Madame Fréchette, Messieurs Legault, Blanchet et St-Pierre Plamondon, ce n’est pas le chemin Roxham le problème, mais vos propos, vos « solutions » et votre cynisme. Lesquels évoquent les discours populistes les plus éculés, qui n’ont jamais eu d’autre objectif que d’attiser la haine pour mieux manipuler les foules… et les votes.
Il y a actuellement près de 100 millions de personnes déplacées de force dans le monde ; 40 % sont en Afrique, 16 % au Moyen-Orient, et 11 % en Asie. Pour l’ensemble des Amériques, c’est 16 %, dont une majorité est vénézuélienne et se trouve en Colombie. Très peu parviennent en Europe ou en Amérique du Nord. Que 40 000 personnes aient transité par le chemin Roxham en 2022 prend une ampleur toute relative.
Cela étant dit, vous avez raison, M. Legault, lorsque vous écrivez : « Il ne s’agit pas d’un enjeu parmi d’autres ». De fait, il s’agit d’un véritable enjeu humain qui devrait nous préoccuper au plus haut point, pour des raisons strictement humanitaires. Il ne s’agit pas d’un enjeu de « respect des frontières », mais de secours à des personnes fuyant la violence, les conflits, les catastrophes, l’extrême pauvreté…

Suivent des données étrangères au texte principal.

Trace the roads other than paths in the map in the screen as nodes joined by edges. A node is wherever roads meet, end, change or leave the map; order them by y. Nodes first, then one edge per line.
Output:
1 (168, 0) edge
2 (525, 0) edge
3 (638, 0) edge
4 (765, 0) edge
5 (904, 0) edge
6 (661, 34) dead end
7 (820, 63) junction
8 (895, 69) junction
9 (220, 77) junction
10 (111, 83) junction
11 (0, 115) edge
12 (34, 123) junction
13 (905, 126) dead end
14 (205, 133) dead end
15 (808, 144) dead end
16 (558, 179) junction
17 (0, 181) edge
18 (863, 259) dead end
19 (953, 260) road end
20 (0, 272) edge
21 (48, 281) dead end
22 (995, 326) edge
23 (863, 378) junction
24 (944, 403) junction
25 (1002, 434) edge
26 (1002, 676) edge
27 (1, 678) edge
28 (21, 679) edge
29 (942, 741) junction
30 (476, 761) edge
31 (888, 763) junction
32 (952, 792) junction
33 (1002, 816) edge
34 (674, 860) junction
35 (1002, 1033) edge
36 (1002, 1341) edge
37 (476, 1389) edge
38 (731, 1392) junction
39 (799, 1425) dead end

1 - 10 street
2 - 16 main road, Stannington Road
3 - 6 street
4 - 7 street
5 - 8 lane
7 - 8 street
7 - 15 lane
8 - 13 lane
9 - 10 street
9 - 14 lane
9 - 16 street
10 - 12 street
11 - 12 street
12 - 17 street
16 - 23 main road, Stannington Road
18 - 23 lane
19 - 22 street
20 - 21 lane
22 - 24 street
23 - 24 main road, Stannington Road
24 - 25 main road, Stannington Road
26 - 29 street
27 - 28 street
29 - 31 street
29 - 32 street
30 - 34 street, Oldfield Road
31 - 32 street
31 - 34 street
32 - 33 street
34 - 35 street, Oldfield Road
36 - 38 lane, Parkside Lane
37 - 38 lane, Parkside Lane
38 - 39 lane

Et la solution ne réside pas dans la simple fermeture du chemin Roxham. Il n’y a pas que là que les chiffres ont explosé en 2022. Il s’agit d’un phénomène mondial, et ce, malgré tous les murs et autres fermetures de frontières. Pourquoi ? C’est la question à se poser. Les réponses sont multiples et complexes, et relèvent toutes du drame humain. Elles mettent en lumière les déséquilibres croissants entre une partie du monde, privilégiée, en position de domination, et le reste. Il n’y a pas de quoi être fiers, et tout pour se sentir concernés et responsables.
À cela s’ajoutent les méandres et la lenteur de la bureaucratie. D’une inhumanité indicible.
Mesdames et Messieurs les politiciens, tant au fédéral qu’au provincial : de quel côté de l’histoire voulez-vous vous retrouver ?
France-Isabelle Langlois, directrice générale d'Amnistie internationale Canada Francophone.